◆ Task brief
Can you print every record below exactly as written?

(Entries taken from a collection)
● ● ● ●

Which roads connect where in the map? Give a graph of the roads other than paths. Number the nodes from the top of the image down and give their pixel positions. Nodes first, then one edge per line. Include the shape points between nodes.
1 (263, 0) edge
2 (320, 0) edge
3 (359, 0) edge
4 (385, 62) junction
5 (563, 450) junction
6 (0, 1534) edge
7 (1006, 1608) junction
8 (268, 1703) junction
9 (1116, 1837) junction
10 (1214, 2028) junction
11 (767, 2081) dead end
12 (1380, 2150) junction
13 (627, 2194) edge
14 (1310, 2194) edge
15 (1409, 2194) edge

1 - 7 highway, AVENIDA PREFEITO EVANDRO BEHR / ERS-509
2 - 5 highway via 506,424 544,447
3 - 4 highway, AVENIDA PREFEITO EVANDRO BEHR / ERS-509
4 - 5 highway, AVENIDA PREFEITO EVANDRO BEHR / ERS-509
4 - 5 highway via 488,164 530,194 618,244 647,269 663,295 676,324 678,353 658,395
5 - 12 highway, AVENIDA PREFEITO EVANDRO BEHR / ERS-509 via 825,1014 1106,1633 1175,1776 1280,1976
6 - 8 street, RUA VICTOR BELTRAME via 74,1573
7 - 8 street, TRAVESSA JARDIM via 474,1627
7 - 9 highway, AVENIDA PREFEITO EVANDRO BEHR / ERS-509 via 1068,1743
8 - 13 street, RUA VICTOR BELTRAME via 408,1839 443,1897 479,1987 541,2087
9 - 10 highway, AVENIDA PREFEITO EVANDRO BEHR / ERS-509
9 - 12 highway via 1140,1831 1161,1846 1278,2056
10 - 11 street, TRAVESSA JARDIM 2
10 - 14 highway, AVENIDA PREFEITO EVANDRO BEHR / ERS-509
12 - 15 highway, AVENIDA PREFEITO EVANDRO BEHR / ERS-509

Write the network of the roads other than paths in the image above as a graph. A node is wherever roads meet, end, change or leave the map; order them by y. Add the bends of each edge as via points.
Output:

● ● ● ●

◆ Answer to this exercise
Which roads connect where in the map? Give a graph of the roads other than paths. Number the nodes from the top of the image down and give their pixel positions. Nodes first, then one edge per line. Include the shape points between nodes.
1 (263, 0) edge
2 (320, 0) edge
3 (359, 0) edge
4 (385, 62) junction
5 (563, 450) junction
6 (0, 1534) edge
7 (1006, 1608) junction
8 (268, 1703) junction
9 (1116, 1837) junction
10 (1214, 2028) junction
11 (767, 2081) dead end
12 (1380, 2150) junction
13 (627, 2194) edge
14 (1310, 2194) edge
15 (1409, 2194) edge

1 - 7 highway, AVENIDA PREFEITO EVANDRO BEHR / ERS-509
2 - 5 highway via 506,424 544,447
3 - 4 highway, AVENIDA PREFEITO EVANDRO BEHR / ERS-509
4 - 5 highway, AVENIDA PREFEITO EVANDRO BEHR / ERS-509
4 - 5 highway via 488,164 530,194 618,244 647,269 663,295 676,324 678,353 658,395
5 - 12 highway, AVENIDA PREFEITO EVANDRO BEHR / ERS-509 via 825,1014 1106,1633 1175,1776 1280,1976
6 - 8 street, RUA VICTOR BELTRAME via 74,1573
7 - 8 street, TRAVESSA JARDIM via 474,1627
7 - 9 highway, AVENIDA PREFEITO EVANDRO BEHR / ERS-509 via 1068,1743
8 - 13 street, RUA VICTOR BELTRAME via 408,1839 443,1897 479,1987 541,2087
9 - 10 highway, AVENIDA PREFEITO EVANDRO BEHR / ERS-509
9 - 12 highway via 1140,1831 1161,1846 1278,2056
10 - 11 street, TRAVESSA JARDIM 2
10 - 14 highway, AVENIDA PREFEITO EVANDRO BEHR / ERS-509
12 - 15 highway, AVENIDA PREFEITO EVANDRO BEHR / ERS-509

Write the network of the roads other than paths in the image above as a graph. A node is wherever roads meet, end, change or leave the map; order them by y. Add the bends of each edge as via points.
Output:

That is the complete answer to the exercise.